Supplied material: Begin

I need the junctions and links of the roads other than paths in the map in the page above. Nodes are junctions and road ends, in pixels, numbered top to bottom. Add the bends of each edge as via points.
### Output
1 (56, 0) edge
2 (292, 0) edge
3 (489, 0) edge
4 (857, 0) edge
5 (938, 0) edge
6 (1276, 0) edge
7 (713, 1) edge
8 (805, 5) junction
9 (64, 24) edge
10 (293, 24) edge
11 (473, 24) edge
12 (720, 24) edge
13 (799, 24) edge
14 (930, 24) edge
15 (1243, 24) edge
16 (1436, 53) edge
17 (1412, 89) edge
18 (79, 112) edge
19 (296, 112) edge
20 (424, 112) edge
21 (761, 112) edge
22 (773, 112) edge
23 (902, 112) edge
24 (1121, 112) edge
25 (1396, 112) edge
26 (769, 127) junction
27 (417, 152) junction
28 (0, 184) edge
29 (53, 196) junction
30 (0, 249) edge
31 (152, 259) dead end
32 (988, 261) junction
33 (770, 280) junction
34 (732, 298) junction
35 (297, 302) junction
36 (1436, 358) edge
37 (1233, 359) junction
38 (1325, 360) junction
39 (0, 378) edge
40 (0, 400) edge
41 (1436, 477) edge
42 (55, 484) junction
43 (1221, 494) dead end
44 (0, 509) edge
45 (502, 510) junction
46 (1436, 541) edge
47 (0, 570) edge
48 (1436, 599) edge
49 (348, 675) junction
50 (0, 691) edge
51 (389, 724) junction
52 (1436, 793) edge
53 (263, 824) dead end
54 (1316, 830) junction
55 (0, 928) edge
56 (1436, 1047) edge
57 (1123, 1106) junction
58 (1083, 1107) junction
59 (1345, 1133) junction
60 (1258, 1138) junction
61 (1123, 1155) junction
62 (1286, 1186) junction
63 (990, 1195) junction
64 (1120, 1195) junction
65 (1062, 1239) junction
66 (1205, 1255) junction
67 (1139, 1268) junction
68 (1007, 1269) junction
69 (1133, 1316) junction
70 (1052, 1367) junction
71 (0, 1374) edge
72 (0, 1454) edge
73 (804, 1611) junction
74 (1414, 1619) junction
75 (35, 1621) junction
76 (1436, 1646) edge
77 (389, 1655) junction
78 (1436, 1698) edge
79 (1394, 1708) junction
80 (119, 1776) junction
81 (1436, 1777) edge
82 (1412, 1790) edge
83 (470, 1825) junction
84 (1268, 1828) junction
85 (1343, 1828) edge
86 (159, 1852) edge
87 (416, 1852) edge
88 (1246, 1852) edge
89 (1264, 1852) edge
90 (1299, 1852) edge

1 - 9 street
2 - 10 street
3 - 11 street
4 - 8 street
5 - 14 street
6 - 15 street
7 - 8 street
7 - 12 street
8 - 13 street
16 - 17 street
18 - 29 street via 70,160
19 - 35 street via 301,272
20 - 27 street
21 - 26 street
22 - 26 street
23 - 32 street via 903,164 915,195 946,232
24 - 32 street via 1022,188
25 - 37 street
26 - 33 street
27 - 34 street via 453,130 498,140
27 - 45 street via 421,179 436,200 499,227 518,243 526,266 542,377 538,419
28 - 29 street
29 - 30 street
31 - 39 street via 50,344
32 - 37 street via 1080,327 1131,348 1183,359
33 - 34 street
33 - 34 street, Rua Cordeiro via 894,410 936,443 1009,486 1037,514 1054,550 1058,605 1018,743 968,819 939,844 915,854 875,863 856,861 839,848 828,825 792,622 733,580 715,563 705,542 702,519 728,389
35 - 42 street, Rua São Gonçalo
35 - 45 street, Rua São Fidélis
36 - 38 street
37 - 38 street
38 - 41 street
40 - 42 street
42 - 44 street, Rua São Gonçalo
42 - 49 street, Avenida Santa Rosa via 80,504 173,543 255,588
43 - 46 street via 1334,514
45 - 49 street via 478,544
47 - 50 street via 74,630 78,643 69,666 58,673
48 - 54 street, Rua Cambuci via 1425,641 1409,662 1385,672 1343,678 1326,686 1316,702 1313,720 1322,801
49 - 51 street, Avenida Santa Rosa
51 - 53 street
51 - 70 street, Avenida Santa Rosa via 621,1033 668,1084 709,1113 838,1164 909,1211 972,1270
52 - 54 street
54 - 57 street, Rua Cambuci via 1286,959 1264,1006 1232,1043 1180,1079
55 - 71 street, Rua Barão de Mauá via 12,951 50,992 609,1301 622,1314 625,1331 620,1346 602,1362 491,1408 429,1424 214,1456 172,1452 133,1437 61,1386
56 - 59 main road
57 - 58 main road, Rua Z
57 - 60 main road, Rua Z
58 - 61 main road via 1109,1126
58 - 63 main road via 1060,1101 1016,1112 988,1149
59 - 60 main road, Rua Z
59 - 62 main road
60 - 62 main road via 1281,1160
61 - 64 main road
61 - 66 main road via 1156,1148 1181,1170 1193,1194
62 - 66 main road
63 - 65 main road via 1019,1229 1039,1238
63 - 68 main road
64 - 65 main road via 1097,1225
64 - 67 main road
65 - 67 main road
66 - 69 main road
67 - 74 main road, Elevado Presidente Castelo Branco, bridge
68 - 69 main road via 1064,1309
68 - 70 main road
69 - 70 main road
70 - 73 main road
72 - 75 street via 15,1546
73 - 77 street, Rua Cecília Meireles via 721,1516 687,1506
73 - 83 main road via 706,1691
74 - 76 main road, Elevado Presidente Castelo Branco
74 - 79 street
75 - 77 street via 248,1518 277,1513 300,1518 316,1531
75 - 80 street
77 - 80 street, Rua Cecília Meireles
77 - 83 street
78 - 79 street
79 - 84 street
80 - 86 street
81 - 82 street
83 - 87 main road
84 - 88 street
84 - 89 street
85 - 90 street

Supplied material: End

*What to work on:* From the entries above, copy every line where the word "Cambuci" shows up.

*Result of the task:*
48 - 54 street, Rua Cambuci via 1425,641 1409,662 1385,672 1343,678 1326,686 1316,702 1313,720 1322,801
54 - 57 street, Rua Cambuci via 1286,959 1264,1006 1232,1043 1180,1079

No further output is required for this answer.